John Dufresne in The Lie That Tells a Truth maintains that inspiration begins when writers write, not before we pick up our pen. When I want to write song lyrics, for example, I start with music. Music originates in our heart and body, the source of feelings and emotions, which assist in the creative process. When I begin with music–– composition, chords, melody, and rhythm become the idea for lyrics. Music then composes the lyrics. I use music to reach distant ideas within me.
Nancy Andreasen in Secrets of the Creative Brain speculates that Newton’s idea of gravity did not occur when an apple fell from a tree and hit him on his head. The source for his idea, rather, resulted from twenty years of prior study and living with his vision about the universe.
Similar to Newton, we may not have our discovery moment until years after we live with our vision. At this point we are hit on the head and our idea seems to be a simultaneous flash of insight and explosion of action similar to the peak of a storm. At this point we understand that our idea was composed as a result of our vision instead of a flash of inspiration.

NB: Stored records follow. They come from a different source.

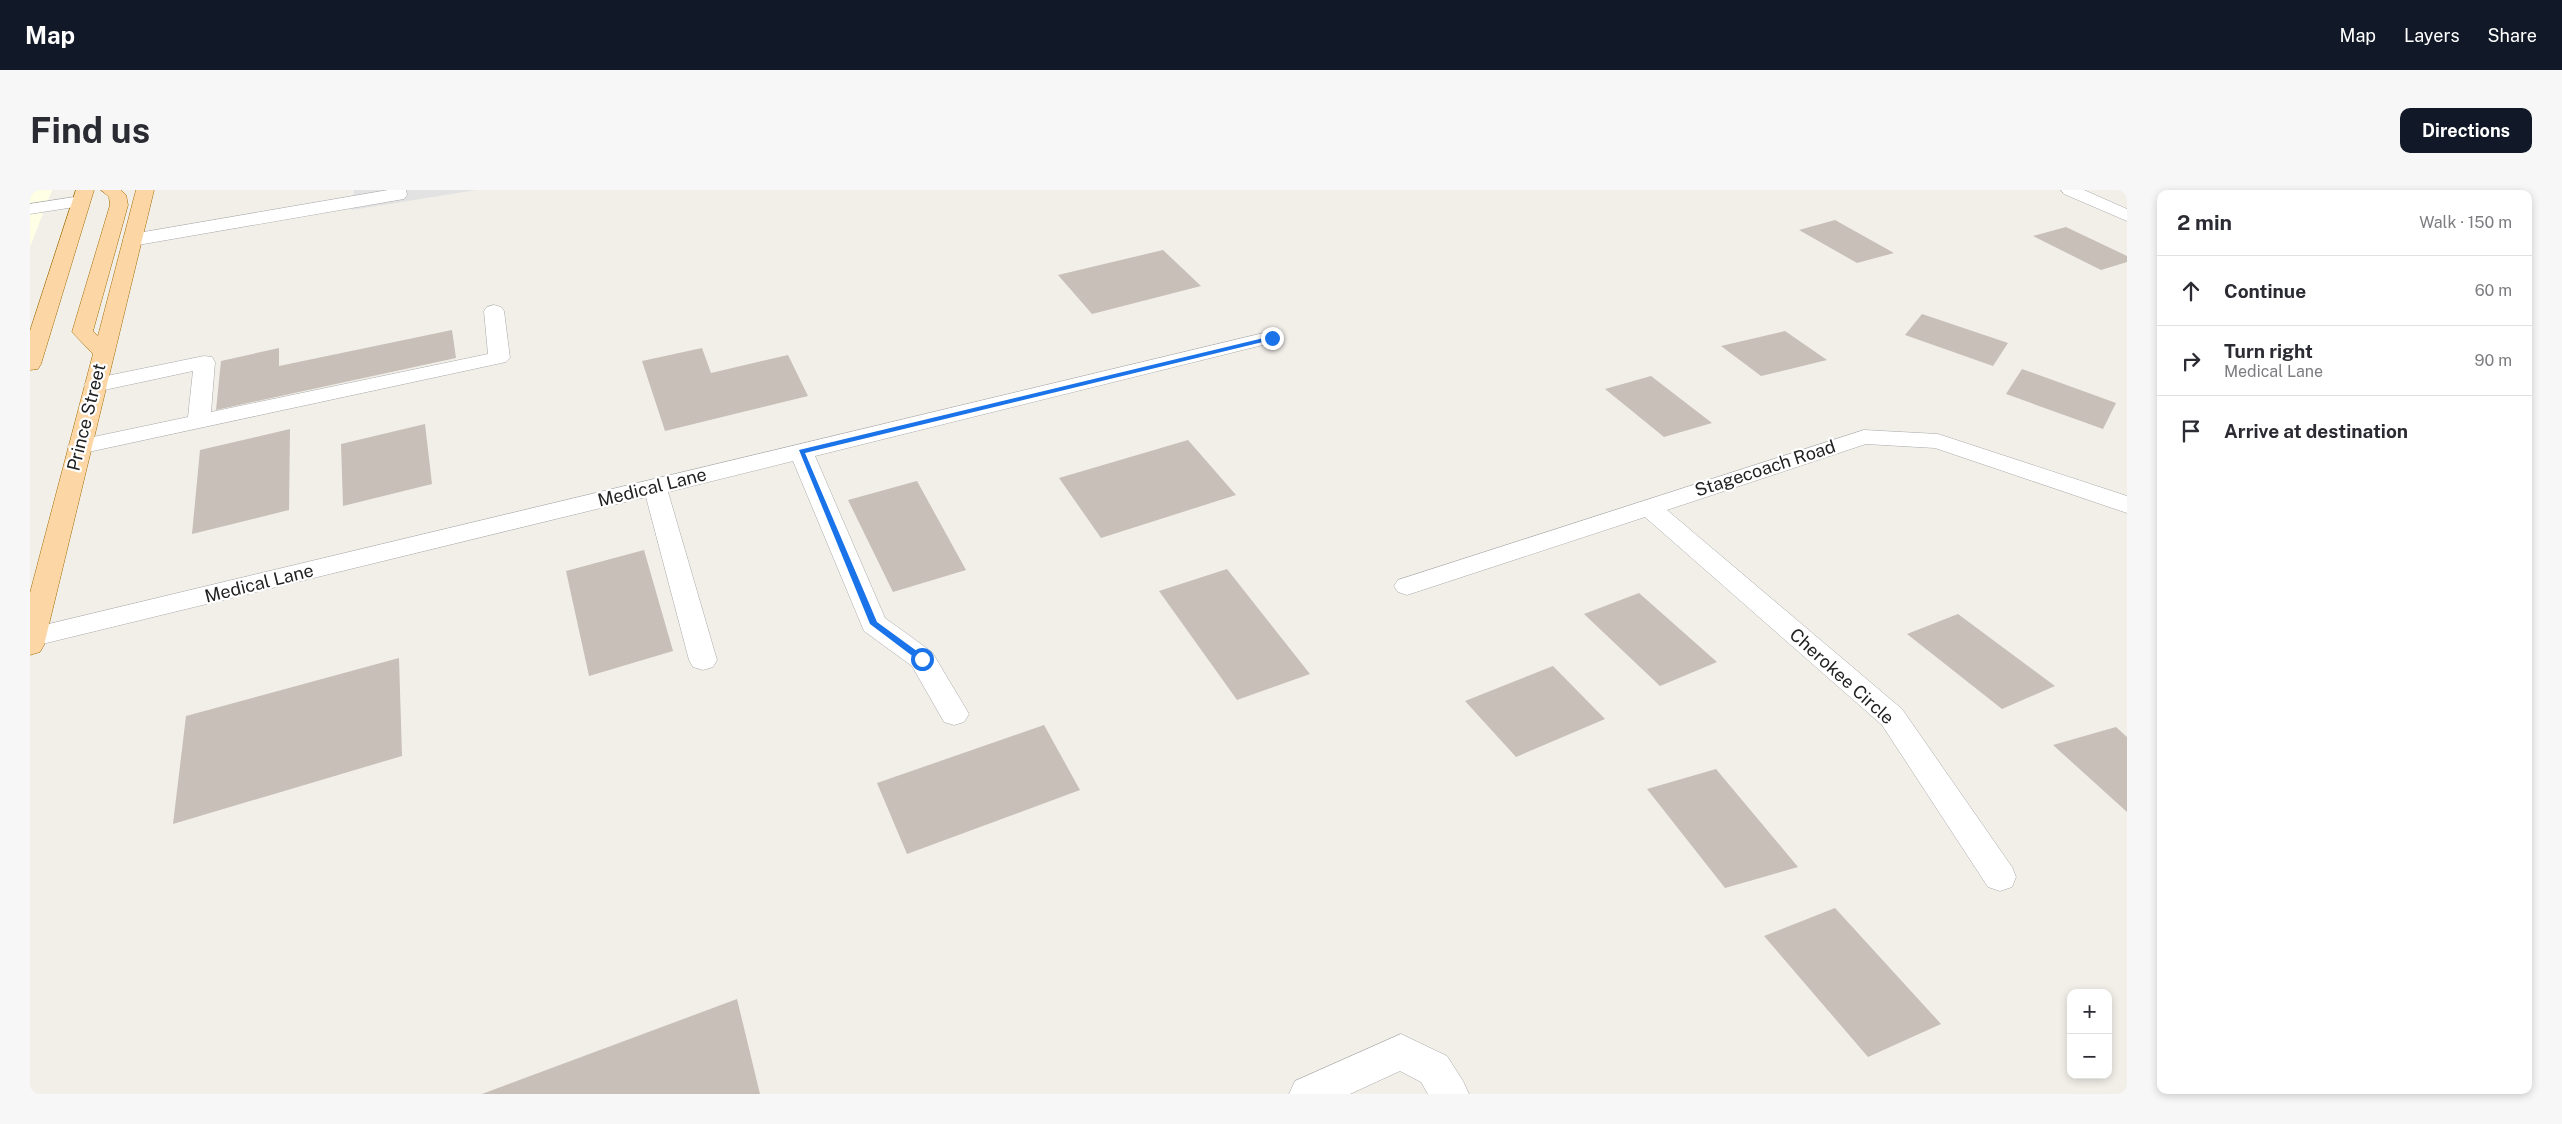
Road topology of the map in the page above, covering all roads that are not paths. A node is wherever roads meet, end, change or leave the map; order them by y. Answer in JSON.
{"nodes":[{"id":1,"x":45,"y":190,"type":"edge"},
{"id":2,"x":110,"y":190,"type":"edge"},
{"id":3,"x":145,"y":190,"type":"edge"},
{"id":4,"x":397,"y":190,"type":"edge"},
{"id":5,"x":2070,"y":190,"type":"edge"},
{"id":6,"x":30,"y":192,"type":"edge"},
{"id":7,"x":83,"y":195,"type":"edge"},
{"id":8,"x":30,"y":208,"type":"edge"},
{"id":9,"x":2127,"y":216,"type":"edge"},
{"id":10,"x":132,"y":240,"type":"junction"},
{"id":11,"x":494,"y":311,"type":"dead end"},
{"id":12,"x":1272,"y":338,"type":"dead end"},
{"id":13,"x":102,"y":352,"type":"junction"},
{"id":14,"x":30,"y":364,"type":"edge"},
{"id":15,"x":95,"y":385,"type":"junction"},
{"id":16,"x":200,"y":422,"type":"junction"},
{"id":17,"x":79,"y":446,"type":"junction"},
{"id":18,"x":801,"y":451,"type":"junction"},
{"id":19,"x":655,"y":487,"type":"junction"},
{"id":20,"x":2127,"y":505,"type":"edge"},
{"id":21,"x":1648,"y":506,"type":"junction"},
{"id":22,"x":1407,"y":586,"type":"dead end"},
{"id":23,"x":31,"y":640,"type":"edge"},
{"id":24,"x":703,"y":660,"type":"dead end"},
{"id":25,"x":954,"y":714,"type":"dead end"},
{"id":26,"x":2000,"y":877,"type":"dead end"},
{"id":27,"x":1308,"y":1094,"type":"edge"},
{"id":28,"x":1450,"y":1094,"type":"edge"}],
"edges":[{"from":1,"to":6,"type":"street"},
{"from":2,"to":13,"type":"main road"},
{"from":3,"to":10,"type":"main road","name":"Prince Street"},
{"from":4,"to":10,"type":"street"},
{"from":5,"to":9,"type":"street"},
{"from":7,"to":8,"type":"street"},
{"from":7,"to":14,"type":"main road"},
{"from":10,"to":13,"type":"main road","name":"Prince Street"},
{"from":11,"to":16,"type":"street"},
{"from":12,"to":18,"type":"street","name":"Medical Lane"},
{"from":13,"to":15,"type":"main road","name":"Prince Street"},
{"from":15,"to":16,"type":"street"},
{"from":15,"to":17,"type":"main road","name":"Prince Street"},
{"from":16,"to":17,"type":"street"},
{"from":17,"to":23,"type":"main road","name":"Prince Street"},
{"from":18,"to":19,"type":"street","name":"Medical Lane"},
{"from":18,"to":25,"type":"street"},
{"from":19,"to":23,"type":"street","name":"Medical Lane"},
{"from":19,"to":24,"type":"street"},
{"from":20,"to":21,"type":"street","name":"Stagecoach Road"},
{"from":21,"to":22,"type":"street","name":"Stagecoach Road"},
{"from":21,"to":26,"type":"street","name":"Cherokee Circle"},
{"from":27,"to":28,"type":"street"}]}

Graham Wallas in The Art of Thought describes the moment of understanding when the apple hits our head as the point between our sub conscious and consciousness when we have a hint of an idea. When we develop our self-awareness to recognize hints from our subconscious we are then able to take action to move our hunches into words to manifest our vision.
In March 2016, I posted an essay, Change Point of View for Creative Vision. The article describes how to access our non-verbal brain that is the origin of our hunches. To reach this non-linguistic place, we move our location to change our perspective. With a new perspective we gain an illuminated perception when we run out of doors to watch the gathering storm.
Return to our thunderstorm. Think of the storm as manifestation of our vision and hunches, which preceded the storm. Weather comes on slowly, as it announces a change of what is to come. We feel the hint of an idea in the air before we know what will happen. Some of us feel the idea in our bones. At the peak of the storm, illumination of our vision that preceded the storm is transformed into an idea for action. Our idea is composed as a result of the storm. We take the necessary next steps to complete the creative process to produce our desired outcome.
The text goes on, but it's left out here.